I've got the Python Beautifulsoup script below (adapted to python 3 from that script ). It executes fine but nothing is returned in cmd.
from urllib.request import urlopen
from bs4 import BeautifulSoup
import re
Newlines = re.compile(r'[\r\n]\s ')
def getPageText(url):
# given a url, get page content
data = urlopen(url).read()
# parse as html structured document
soup = BeautifulSoup(data, 'html.parser')
# kill javascript content
for s in soup.findAll('script'):
s.replaceWith('')
# find body and extract text
txt = soup.find('body').getText('\n')
# remove multiple linebreaks and whitespace
return Newlines.sub('\n', txt)
def main():
urls = [
'http://www.stackoverflow.com/questions/5331266/python-easiest-way-to-scrape-text-from-list-of-urls-using-beautifulsoup',
'http://stackoverflow.com/questions/5330248/how-to-rewrite-a-recursive-function-to-use-a-loop-instead'
]
txt = [getPageText(url) for url in urls]
if __name__=="__main__":
main()
Here's my cmd output
Microsoft Windows [Version 10.0..]
(c) Microsoft Corporation. All rights reserved.
C:\Users\user\Desktop\urls>python urls.py
C:\Users\user\Desktop\urls>
Why doesn't it return the pages contents?
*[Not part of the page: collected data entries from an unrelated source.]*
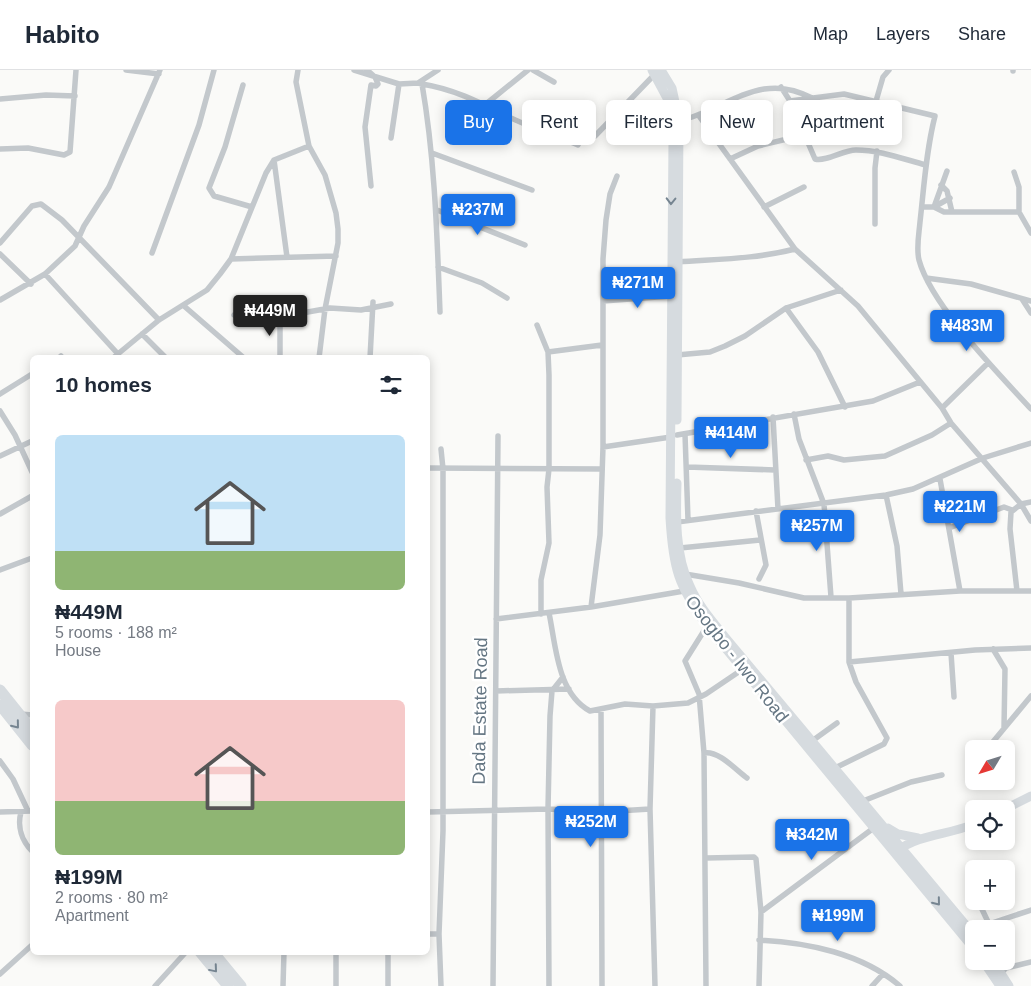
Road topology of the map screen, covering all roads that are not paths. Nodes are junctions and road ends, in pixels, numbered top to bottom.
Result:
1 (76, 70) edge
2 (126, 70) edge
3 (214, 70) edge
4 (298, 70) edge
5 (354, 70) edge
6 (367, 70) edge
7 (438, 70) edge
8 (528, 70) edge
9 (533, 70) edge
10 (889, 70) edge
11 (656, 71) edge
12 (159, 72) edge
13 (375, 77) junction
14 (554, 82) dead end
15 (420, 83) junction
16 (399, 84) junction
17 (243, 85) dead end
18 (780, 87) junction
19 (75, 96) junction
20 (812, 98) junction
21 (0, 99) edge
22 (477, 100) edge
23 (491, 100) edge
24 (675, 100) edge
25 (789, 100) edge
26 (797, 100) edge
27 (871, 100) edge
28 (876, 100) edge
29 (902, 108) edge
30 (699, 116) junction
31 (691, 118) edge
32 (596, 135) edge
33 (391, 138) dead end
34 (783, 140) edge
35 (679, 145) edge
36 (808, 145) edge
37 (309, 146) junction
38 (0, 149) edge
39 (877, 151) junction
40 (432, 153) junction
41 (730, 159) junction
42 (274, 160) junction
43 (926, 165) junction
44 (947, 171) dead end
45 (1014, 172) dead end
46 (617, 176) dead end
47 (941, 185) junction
48 (371, 186) dead end
49 (804, 187) dead end
50 (532, 190) dead end
51 (950, 198) junction
52 (922, 206) junction
53 (252, 207) junction
54 (764, 207) junction
55 (934, 207) junction
56 (436, 210) junction
57 (952, 212) junction
58 (1019, 212) junction
59 (875, 224) dead end
60 (1031, 233) edge
61 (78, 237) junction
62 (0, 243) edge
63 (525, 245) dead end
64 (794, 249) junction
65 (152, 253) dead end
66 (0, 254) edge
67 (336, 256) junction
68 (287, 257) junction
69 (231, 259) junction
70 (678, 262) junction
71 (438, 267) junction
72 (44, 274) junction
73 (926, 278) junction
74 (31, 284) junction
75 (841, 290) junction
76 (671, 296) junction
77 (507, 298) dead end
78 (1022, 299) junction
79 (0, 300) edge
80 (603, 301) junction
81 (1031, 301) edge
82 (391, 304) dead end
83 (373, 305) junction
84 (184, 306) junction
85 (786, 308) junction
86 (325, 309) junction
87 (440, 312) dead end
88 (1031, 313) edge
89 (234, 315) dead end
90 (280, 317) junction
91 (159, 320) junction
92 (537, 326) dead end
93 (142, 334) junction
94 (602, 345) junction
95 (548, 352) junction
96 (115, 355) edge
97 (117, 355) edge
98 (163, 355) edge
99 (241, 355) edge
100 (280, 355) edge
101 (319, 355) edge
102 (370, 355) edge
103 (678, 355) junction
104 (988, 363) junction
105 (30, 375) edge
106 (920, 382) junction
107 (0, 394) edge
108 (845, 407) junction
109 (942, 408) junction
110 (1031, 409) edge
111 (0, 411) edge
112 (794, 414) junction
113 (773, 417) junction
114 (951, 423) junction
115 (498, 436) dead end
116 (678, 436) junction
117 (30, 442) edge
118 (1031, 443) edge
119 (20, 446) junction
120 (603, 447) junction
121 (441, 449) dead end
122 (0, 456) edge
123 (983, 458) junction
124 (806, 460) junction
125 (30, 468) edge
126 (430, 468) edge
127 (687, 468) junction
128 (443, 469) junction
129 (498, 469) junction
130 (549, 469) junction
131 (602, 469) junction
132 (775, 470) junction
133 (940, 479) junction
134 (886, 495) junction
135 (30, 497) edge
136 (1031, 502) edge
137 (824, 504) junction
138 (1021, 504) junction
139 (778, 509) junction
140 (1012, 510) junction
141 (756, 511) junction
142 (0, 514) edge
143 (688, 520) junction
144 (1031, 521) edge
145 (677, 522) junction
146 (949, 528) junction
147 (760, 540) junction
148 (680, 548) junction
149 (30, 559) edge
150 (0, 570) edge
151 (685, 574) junction
152 (759, 579) dead end
153 (684, 591) junction
154 (960, 591) junction
155 (1031, 591) edge
156 (1017, 592) junction
157 (901, 594) junction
158 (831, 598) junction
159 (849, 598) junction
160 (591, 607) junction
161 (550, 613) junction
162 (541, 614) junction
163 (496, 618) junction
164 (707, 626) junction
165 (1031, 648) edge
166 (994, 649) junction
167 (951, 653) junction
168 (849, 662) junction
169 (743, 669) junction
170 (563, 677) junction
171 (569, 689) junction
172 (0, 690) edge
173 (496, 691) junction
174 (552, 691) junction
175 (1031, 696) edge
176 (954, 697) dead end
177 (700, 698) junction
178 (0, 705) edge
179 (654, 706) junction
180 (601, 710) junction
181 (19, 714) junction
182 (30, 715) edge
183 (837, 723) dead end
184 (30, 728) edge
185 (1004, 728) junction
186 (812, 740) junction
187 (994, 740) edge
188 (30, 742) edge
189 (704, 753) junction
190 (0, 761) edge
191 (835, 768) junction
192 (942, 775) dead end
193 (747, 778) dead end
194 (1031, 796) edge
195 (863, 801) junction
196 (1015, 804) edge
197 (548, 809) junction
198 (650, 809) junction
199 (494, 810) junction
200 (30, 811) edge
201 (0, 812) edge
202 (20, 812) junction
203 (430, 812) edge
204 (442, 812) junction
205 (601, 812) junction
206 (879, 826) junction
207 (965, 827) edge
208 (921, 838) junction
209 (30, 848) edge
210 (899, 850) junction
211 (706, 858) junction
212 (1031, 910) edge
213 (761, 912) junction
214 (1004, 920) edge
215 (965, 925) edge
216 (430, 934) edge
217 (439, 934) junction
218 (965, 936) edge
219 (759, 940) junction
220 (30, 947) edge
221 (183, 955) edge
222 (202, 955) edge
223 (215, 955) edge
224 (284, 955) edge
225 (336, 955) edge
226 (388, 955) edge
227 (1031, 962) edge
228 (989, 970) edge
229 (1004, 971) joint
230 (0, 974) edge
231 (883, 974) junction
232 (155, 986) edge
233 (228, 986) edge
234 (241, 986) edge
235 (283, 986) edge
236 (336, 986) edge
237 (388, 986) edge
238 (441, 986) edge
239 (493, 986) edge
240 (549, 986) edge
241 (602, 986) edge
242 (655, 986) edge
243 (706, 986) edge
244 (759, 986) edge
245 (872, 986) edge
246 (900, 986) edge
247 (1000, 986) edge
248 (1010, 986) edge

1 - 19 street
2 - 12 street
3 - 65 street
4 - 37 street
5 - 13 street
6 - 13 street
7 - 15 street
8 - 23 street
9 - 14 street
10 - 28 street
11 - 24 main road, Osogbo - Iwo Road
11 - 32 street
11 -> 76 main road, Osogbo - Iwo Road
12 - 61 street
13 - 16 street
13 - 48 street
15 - 16 street
15 - 22 street
15 - 40 street
16 - 33 street
17 - 53 street
18 - 20 street
18 - 25 street
18 - 30 street
19 - 21 street
19 - 38 street
20 - 26 street
20 - 27 street
29 - 43 street
30 - 31 street
30 - 41 street
34 - 41 street
35 - 70 main road, Osogbo - Iwo Road
36 - 39 street
37 - 42 street
37 - 67 street
39 - 43 street
39 - 59 street
40 - 50 street
40 - 56 street
41 - 54 street
42 - 53 street
42 - 68 street
43 - 52 street
44 - 47 street
45 - 58 street
46 - 80 street
47 - 51 street
47 - 55 street
49 - 54 street
51 - 55 street
51 - 57 street
52 - 55 street
52 - 73 street
53 - 69 street
54 - 64 street
55 - 57 street
56 - 63 street
56 - 71 street
57 - 58 street
58 - 60 street
61 - 62 street
61 - 72 street
61 - 91 street
64 - 70 street
64 - 75 street
66 - 74 street
67 - 68 street
67 - 86 street
68 - 69 street
69 - 84 street
70 - 103 main road, Osogbo - Iwo Road
71 - 77 street
71 - 87 street
72 - 74 street
72 - 96 street
73 - 78 street
73 - 104 street
74 - 79 street
75 - 85 street
75 - 106 street
76 - 80 street
76 - 116 main road, Osogbo - Iwo Road
78 - 81 street
78 - 88 street
80 - 94 street
82 - 83 street
83 - 86 street
83 - 102 street
84 - 91 street
84 - 99 street
85 - 103 street
85 - 108 street
86 - 90 street
86 - 101 street
89 - 90 street
90 - 100 street
91 - 93 street
92 - 95 street
93 - 97 street
93 - 98 street
94 - 95 street
94 - 120 street
95 - 130 street
103 - 116 main road, Osogbo - Iwo Road
104 - 109 street
104 - 110 street
105 - 107 street
106 - 108 street
106 - 109 street
108 - 112 street
109 - 114 street
111 - 119 street
112 - 113 street
112 - 124 street
113 - 116 street
113 - 132 street
114 - 123 street
114 - 124 street
115 - 129 street, Dada Estate Road
116 - 120 street
116 - 127 street
116 - 145 main road, Osogbo - Iwo Road
116 - 153 main road, Osogbo - Iwo Road
117 - 119 street
118 - 123 street
119 - 122 street
119 - 125 street
120 - 131 street
121 - 128 street
123 - 133 street
123 - 138 street
124 - 137 street
126 - 128 street
127 - 132 street
127 - 143 street
128 - 129 street
128 - 204 street
129 - 130 street
129 - 163 street, Dada Estate Road
130 - 131 street
130 - 162 street
131 - 160 street
132 - 139 street
133 - 134 street
133 - 146 street
134 - 137 street
134 - 157 street
135 - 142 street
136 - 138 street
137 - 139 street
137 - 158 street
138 - 140 street
138 - 144 street
139 - 141 street
140 - 146 street
140 - 156 street
141 - 143 street
141 - 147 street
143 - 145 street
145 - 148 main road, Osogbo - Iwo Road
146 - 154 street
147 - 148 street
147 - 152 street
148 - 151 main road, Osogbo - Iwo Road
149 - 150 street
151 - 158 street
151 - 186 main road, Osogbo - Iwo Road
153 - 160 street
153 - 164 main road, Osogbo - Iwo Road
154 - 156 street
154 - 157 street
155 - 156 street
157 - 159 street
158 - 159 street
159 - 168 street
160 - 161 street
161 - 162 street
161 - 170 street
162 - 163 street
163 - 173 street, Dada Estate Road
164 - 169 main road, Osogbo - Iwo Road
164 - 177 street
165 - 166 street
166 - 167 street
166 - 185 street
167 - 168 street
167 - 176 street
168 - 191 street
169 - 177 street
169 - 206 main road, Osogbo - Iwo Road
170 - 171 street
170 - 174 street
171 - 174 street
171 - 180 street
172 - 181 highway
173 - 174 street
173 - 199 street, Dada Estate Road
174 - 197 street
175 - 185 street
177 - 179 street
177 - 189 street
178 -> 188 highway
179 - 180 street
179 - 198 street
180 - 205 street
181 - 182 street
181 - 184 highway
183 - 186 street
185 - 187 street
186 - 191 main road, Osogbo - Iwo Road
189 - 193 street
189 - 211 street
190 - 200 street
191 - 195 main road, Osogbo - Iwo Road
192 - 195 street
194 - 196 main road
195 - 206 main road, Osogbo - Iwo Road
197 - 199 street
197 - 205 street
197 - 240 street
198 - 205 street
198 - 242 street
199 - 204 street
199 - 239 street, Dada Estate Road
200 - 202 street
201 - 202 street
202 - 209 street
203 - 204 street
204 - 217 street
205 - 241 street
206 - 208 main road
206 - 210 main road, Osogbo - Iwo Road
206 - 213 street
207 - 208 main road
208 - 210 main road
210 - 215 main road, Osogbo - Iwo Road
210 -> 218 main road, Osogbo - Iwo Road
211 - 213 street
211 - 243 street
212 - 214 street
213 - 219 street
216 - 217 street
217 - 238 street
219 - 231 street
219 - 244 street
220 - 230 street
221 - 232 street
222 -> 233 highway
223 - 234 highway
224 - 235 street
225 - 236 street
226 - 237 street
227 - 229 street
228 - 247 main road
229 - 248 main road
231 - 245 street
231 - 246 street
CodePudding user response:
Nothing is returned in cmd because there is no print
statement in the code.
if you want to print out all the texts parsed from the given URL just use print
function in main()
function
def main():
urls = [
'http://www.stackoverflow.com/questions/5331266/python-easiest-way-to-scrape-text-from-list-of-urls-using-beautifulsoup',
'http://stackoverflow.com/questions/5330248/how-to-rewrite-a-recursive-function-to-use-a-loop-instead'
]
txt = [getPageText(url) for url in URLs]
for t in txt:
print(t)